I don't recall if I have invoked this metaphor, or seen it evoked by anyone else, but it is obvious once it occurs.

In the same sense that ecosystems as a rule do better with a relatively high degree of diversity, so too do both businesses and the economy as a whole.  What we want are a wide array of small, medium, large, and giant corporations existing in very complex arrays subject to constant change.  Just like in the wild.

Unchecked giant corporations are like weeds that reduce complexity, and weaken the overall health of the ecosystem/economy.

A nascent sense of this is in my view what underlies the Buy Local movement.  But most of the hipsters with the Keep "..." Weird lack sufficient nuance to grasp that they do in fact like Capitalism, and business: they just don't like big business, which is not at all the same as business.  Every hip bar and bookstore is a Capitalist institution, which exists for profit--which is to say nothing less or more than that they want to recompensed for the work they do and the products they make available, which is the only real alternative to slavery.

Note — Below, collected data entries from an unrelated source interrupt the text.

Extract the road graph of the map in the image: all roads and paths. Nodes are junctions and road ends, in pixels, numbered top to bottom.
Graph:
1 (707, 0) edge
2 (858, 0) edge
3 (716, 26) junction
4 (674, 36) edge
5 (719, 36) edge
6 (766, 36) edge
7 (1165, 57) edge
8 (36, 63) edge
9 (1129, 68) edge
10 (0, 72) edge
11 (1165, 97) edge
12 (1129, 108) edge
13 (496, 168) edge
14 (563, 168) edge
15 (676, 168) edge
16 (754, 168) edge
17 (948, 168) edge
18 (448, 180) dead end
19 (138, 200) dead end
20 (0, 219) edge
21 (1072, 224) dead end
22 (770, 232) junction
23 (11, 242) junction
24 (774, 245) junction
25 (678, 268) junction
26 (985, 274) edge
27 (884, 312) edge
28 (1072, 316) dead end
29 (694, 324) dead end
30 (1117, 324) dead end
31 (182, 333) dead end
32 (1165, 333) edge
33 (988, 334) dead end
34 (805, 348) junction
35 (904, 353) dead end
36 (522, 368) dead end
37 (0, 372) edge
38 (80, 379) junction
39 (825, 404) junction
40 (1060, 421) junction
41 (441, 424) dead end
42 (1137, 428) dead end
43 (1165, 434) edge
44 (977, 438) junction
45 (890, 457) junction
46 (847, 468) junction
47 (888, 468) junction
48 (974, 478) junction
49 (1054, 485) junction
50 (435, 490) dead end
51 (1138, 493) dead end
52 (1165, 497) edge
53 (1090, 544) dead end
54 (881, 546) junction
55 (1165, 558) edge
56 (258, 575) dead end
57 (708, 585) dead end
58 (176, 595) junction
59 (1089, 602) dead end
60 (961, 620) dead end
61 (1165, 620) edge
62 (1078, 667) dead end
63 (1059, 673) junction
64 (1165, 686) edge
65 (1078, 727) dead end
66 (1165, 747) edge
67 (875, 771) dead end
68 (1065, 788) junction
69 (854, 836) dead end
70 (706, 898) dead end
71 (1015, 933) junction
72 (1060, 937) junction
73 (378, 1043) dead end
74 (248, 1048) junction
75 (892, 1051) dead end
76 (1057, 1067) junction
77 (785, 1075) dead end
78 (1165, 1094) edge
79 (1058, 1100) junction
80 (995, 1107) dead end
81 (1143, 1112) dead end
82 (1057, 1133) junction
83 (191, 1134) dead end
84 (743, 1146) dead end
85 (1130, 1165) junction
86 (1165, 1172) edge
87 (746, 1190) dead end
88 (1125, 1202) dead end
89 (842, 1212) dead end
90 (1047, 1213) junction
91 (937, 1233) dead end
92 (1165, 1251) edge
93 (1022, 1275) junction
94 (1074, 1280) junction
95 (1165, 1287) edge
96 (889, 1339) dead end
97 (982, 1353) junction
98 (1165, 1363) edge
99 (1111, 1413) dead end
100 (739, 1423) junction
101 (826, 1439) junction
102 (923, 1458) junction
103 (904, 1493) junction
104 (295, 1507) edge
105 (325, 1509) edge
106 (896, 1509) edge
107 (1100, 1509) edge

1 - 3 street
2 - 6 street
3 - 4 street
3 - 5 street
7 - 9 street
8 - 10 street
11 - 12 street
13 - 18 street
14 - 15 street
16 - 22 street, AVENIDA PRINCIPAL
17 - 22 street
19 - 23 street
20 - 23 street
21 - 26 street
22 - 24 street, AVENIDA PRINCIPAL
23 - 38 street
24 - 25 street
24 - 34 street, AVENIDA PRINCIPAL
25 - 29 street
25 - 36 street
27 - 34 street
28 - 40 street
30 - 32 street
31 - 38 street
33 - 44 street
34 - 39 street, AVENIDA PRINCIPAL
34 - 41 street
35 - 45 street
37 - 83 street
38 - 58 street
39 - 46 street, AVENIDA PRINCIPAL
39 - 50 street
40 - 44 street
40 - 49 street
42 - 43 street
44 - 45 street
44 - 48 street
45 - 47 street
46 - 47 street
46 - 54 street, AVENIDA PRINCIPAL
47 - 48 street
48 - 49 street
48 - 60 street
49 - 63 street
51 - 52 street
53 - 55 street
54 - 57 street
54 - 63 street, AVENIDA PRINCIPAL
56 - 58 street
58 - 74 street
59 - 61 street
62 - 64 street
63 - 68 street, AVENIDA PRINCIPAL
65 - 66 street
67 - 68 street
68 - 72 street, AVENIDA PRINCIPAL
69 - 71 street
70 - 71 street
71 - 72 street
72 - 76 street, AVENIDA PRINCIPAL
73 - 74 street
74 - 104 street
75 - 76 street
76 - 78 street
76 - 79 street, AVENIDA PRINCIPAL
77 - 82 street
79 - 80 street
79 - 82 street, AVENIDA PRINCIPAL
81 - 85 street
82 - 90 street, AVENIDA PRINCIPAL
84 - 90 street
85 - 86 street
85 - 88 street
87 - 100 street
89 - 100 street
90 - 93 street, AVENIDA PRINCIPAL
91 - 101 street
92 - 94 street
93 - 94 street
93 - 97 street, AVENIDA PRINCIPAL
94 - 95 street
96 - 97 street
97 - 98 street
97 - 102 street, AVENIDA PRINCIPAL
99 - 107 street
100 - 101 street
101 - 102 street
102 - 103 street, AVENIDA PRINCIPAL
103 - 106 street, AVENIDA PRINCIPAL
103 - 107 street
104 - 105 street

The health of our political order depends in no small measure on the health of our economy, which is ENTIRELY dependent on business activity.  There is no other source of income that is sustainable.  All government employees are paid with money taken from corporations and people who work for corporations.  This is true even if the money is borrowed or printed, although there is an added time delay that makes this less obvious.

There must always be a transfer of wealth from business people to the government for it to function, and this wealth is in motion.  It can change countries, cease its profit making activities and it is always exhausted after a time if it stays put.  A misunderstanding of this basic fact is what has doomed Greece and Venezuela, and many other nations.

There will never be a shortage of people promising free stuff.  And if enough people listen, that democracy dies.  It is really that simple.  It dies for the same reason that overfarmed or overforaged ecosystems die: there is not enough food left to sustain life, and a collapse happens as a series of related microdisasters.  Some plant dies which some animal depends on, so that animal dies out, and the animals that lived on it die out too.  It is exactly the same in economies.  Exactly.

Excessive taxation--which I would define as over 25% on anything--and overregulation are the forces which cause the mass extinctions we call depressions.  Well, that and of course the business cycles that fractional reserve banking enables.  That we might compare to a periodic flood or drought.  But that takes me beyond the point I wanted to make.